Instead of just simply giving the necessary code for something, focusing on teaching the concept in any of your future tutorials will significantly improve the quality.

Can you please point out where I "give out the code" without explaining it? I state at the beginning of the tutorial that you should understand Python3 and the Steem-Python library, so I did not spend time in this tutorial explaining those things. Instead I "focused" entirely on the subject at hand: how to convert a private key to a public key and to compare it to the key provided by steemd. Can you please explain more explicitly how I did not accomplish this?

You state:

While choosing the subject to cover, first you can research uniqueness and the need of the tutorial, instructions which can be found easily on the web or functions/features which are already well documented in the project documentation, don't really add value to the open source community.

As I explained earlier, I wrote this specifically because I researched this and could not find a readily made tutorial to teach this concept. It took me hours to figure this out whereas the person to find my tutorial will only have to spend minutes. How is that not added value?

Furthermore, you speak of adding value yet you have made no contribution yourself. Instead it seems this comment you left on my hard work is cut and pasted, mostly because it lacks any specific reference to my work.

Look, I understand you guys are busy, but this really seems like a subjective judgment call made based on personal opinion rather than an informed and unbiased decision.

Before anything else, I must assure you that my comment is not copy-pasted. I never copy-paste my comments I only used to reference the rules. We no more directly reject and approve, and comment that way. And before I score your contribution, I asked the opinion of the community manager of the category, we both agreed on the decision.

About the uniqueness, I didn't check that if there is a tutorial explaining the exactly same concept. I assumed that, since relatively narrow/easy/minimalist tutorials are more likely to be found on the web easily.

But about the wording, you are absolutely right. It was not specific and clear enough. I honestly accept that I made it look like it has the general lacks the contributions in the category have, as I made it about being well-documented, and adding value part in my comment.

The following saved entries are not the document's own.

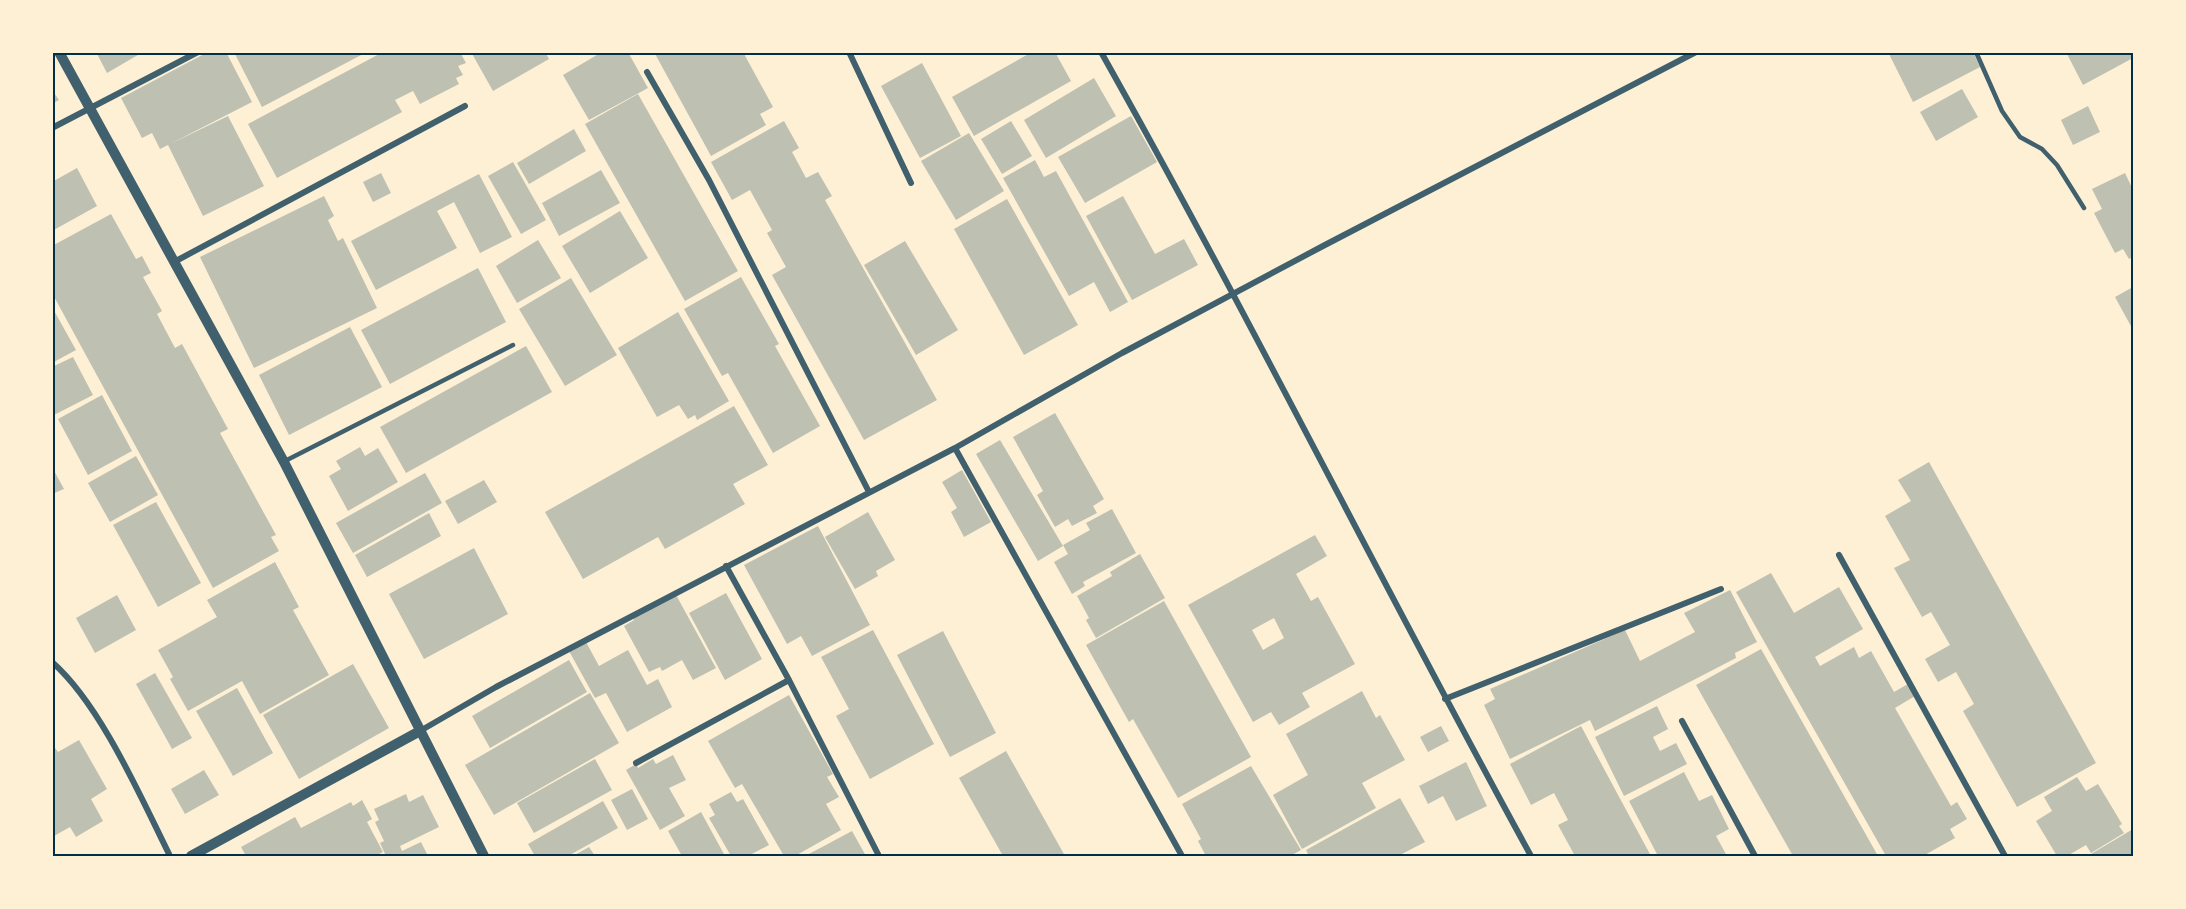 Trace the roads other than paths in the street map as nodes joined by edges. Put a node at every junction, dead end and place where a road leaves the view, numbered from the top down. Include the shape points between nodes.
1 (59, 52) edge
2 (198, 52) edge
3 (849, 52) edge
4 (1101, 52) edge
5 (1696, 52) edge
6 (1976, 52) edge
7 (647, 72) dead end
8 (465, 106) dead end
9 (89, 108) junction
10 (52, 128) edge
11 (911, 183) dead end
12 (2084, 208) dead end
13 (174, 262) junction
14 (1233, 294) junction
15 (513, 345) dead end
16 (955, 448) junction
17 (284, 462) junction
18 (869, 492) junction
19 (1839, 555) dead end
20 (726, 566) junction
21 (1721, 589) dead end
22 (52, 662) edge
23 (789, 680) junction
24 (1445, 699) junction
25 (1682, 721) dead end
26 (420, 731) junction
27 (636, 763) dead end
28 (170, 856) edge
29 (191, 856) edge
30 (484, 856) edge
31 (879, 856) edge
32 (1182, 856) edge
33 (1532, 856) edge
34 (1755, 856) edge
35 (2006, 856) edge

1 - 9 street
2 - 9 street
3 - 11 street
4 - 14 street
5 - 14 street
6 - 12 lane via 2002,111 2020,137 2042,149 2057,165
7 - 18 street via 709,180
8 - 13 street
9 - 10 street
9 - 13 street
13 - 17 street
14 - 16 street
14 - 24 street
15 - 17 lane
16 - 18 street
16 - 32 street
17 - 26 street
18 - 20 street
19 - 35 street
20 - 23 street
20 - 26 street
21 - 24 street
22 - 28 street via 92,711
23 - 27 street
23 - 31 street
24 - 33 street
25 - 34 street
26 - 29 street
26 - 30 street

I really value giving detailed feedbacks and providing clarifications and suggestions in my reviews, you can check it out from my prior comments on other contributions.

And score of your contribution is not affected by any subjective calls, because our scoring system is working with a questionnaire which asks objective questions to the moderator and the resulting score is calculated by the algorithm.

To summarize, the comment was not clear but the my actual point I tried to clarify is that the content of the tutorial is too narrow or minimalist, which usually causes the explanation quality and volume to decrease. But in Utopian, we score the contributions and only high quality/scored contributions get upvoted, so volume of the content is important in the whole review process because categories like tutorials focus on teaching part in the content, if there is not much to teach/explain it naturally gets low score.